- **What you will do**
Here the job is to transcribe the data exactly while omitting the images.

Dataset entries
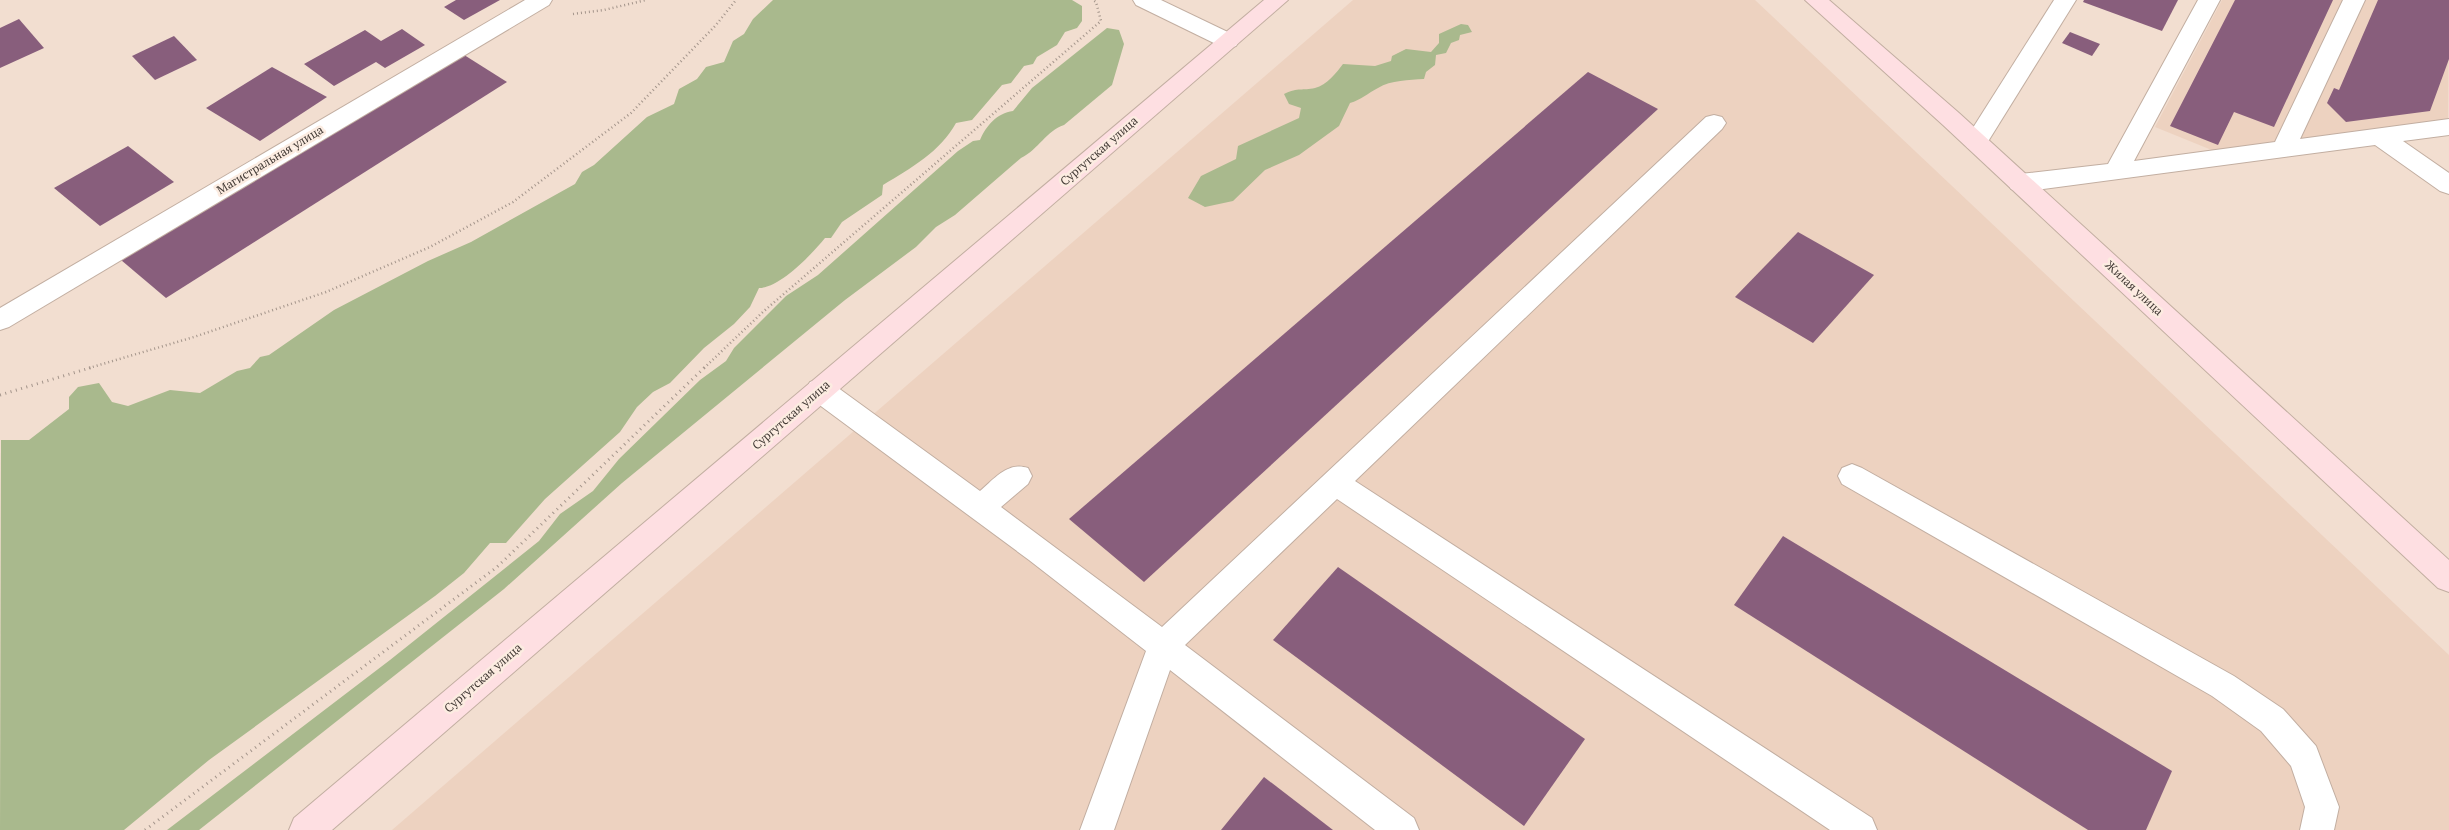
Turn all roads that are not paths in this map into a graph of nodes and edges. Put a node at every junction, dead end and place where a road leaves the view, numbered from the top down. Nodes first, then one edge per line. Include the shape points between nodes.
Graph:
1 (541, 0) edge
2 (1144, 0) edge
3 (1277, 0) edge
4 (1816, 0) edge
5 (2065, 0) edge
6 (2209, 0) edge
7 (2354, 0) edge
8 (1228, 41) junction
9 (1714, 123) dead end
10 (2449, 127) edge
11 (2379, 136) junction
12 (1976, 142) junction
13 (2284, 149) junction
14 (2116, 172) junction
15 (2020, 183) junction
16 (2449, 185) edge
17 (0, 320) edge
18 (820, 390) junction
19 (1018, 476) dead end
20 (1852, 476) dead end
21 (1335, 483) junction
22 (980, 508) junction
23 (2449, 579) edge
24 (1163, 646) junction
25 (306, 830) edge
26 (1097, 830) edge
27 (1402, 830) edge
28 (1860, 830) edge
29 (2316, 830) edge

1 - 17 street, Магистральная улица
2 - 8 street
3 - 8 main road, Сургутская улица
4 - 12 main road, Жилая улица
5 - 12 street
6 - 14 street
7 - 13 street
8 - 18 main road, Сургутская улица
9 - 21 street
10 - 11 street
11 - 13 street
11 - 16 street
12 - 15 main road, Жилая улица
13 - 14 street
14 - 15 street
15 - 23 main road, Жилая улица
18 - 22 street
18 - 25 main road, Сургутская улица
19 - 22 street
20 - 29 street via 2223,686 2272,720 2304,757 2322,807
21 - 24 street
21 - 28 street
22 - 24 street
24 - 26 street
24 - 27 street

- **Written response**
Turn all roads that are not paths in this map into a graph of nodes and edges. Put a node at every junction, dead end and place where a road leaves the view, numbered from the top down. Nodes first, then one edge per line. Include the shape points between nodes.
Graph:
1 (541, 0) edge
2 (1144, 0) edge
3 (1277, 0) edge
4 (1816, 0) edge
5 (2065, 0) edge
6 (2209, 0) edge
7 (2354, 0) edge
8 (1228, 41) junction
9 (1714, 123) dead end
10 (2449, 127) edge
11 (2379, 136) junction
12 (1976, 142) junction
13 (2284, 149) junction
14 (2116, 172) junction
15 (2020, 183) junction
16 (2449, 185) edge
17 (0, 320) edge
18 (820, 390) junction
19 (1018, 476) dead end
20 (1852, 476) dead end
21 (1335, 483) junction
22 (980, 508) junction
23 (2449, 579) edge
24 (1163, 646) junction
25 (306, 830) edge
26 (1097, 830) edge
27 (1402, 830) edge
28 (1860, 830) edge
29 (2316, 830) edge

1 - 17 street, Магистральная улица
2 - 8 street
3 - 8 main road, Сургутская улица
4 - 12 main road, Жилая улица
5 - 12 street
6 - 14 street
7 - 13 street
8 - 18 main road, Сургутская улица
9 - 21 street
10 - 11 street
11 - 13 street
11 - 16 street
12 - 15 main road, Жилая улица
13 - 14 street
14 - 15 street
15 - 23 main road, Жилая улица
18 - 22 street
18 - 25 main road, Сургутская улица
19 - 22 street
20 - 29 street via 2223,686 2272,720 2304,757 2322,807
21 - 24 street
21 - 28 street
22 - 24 street
24 - 26 street
24 - 27 street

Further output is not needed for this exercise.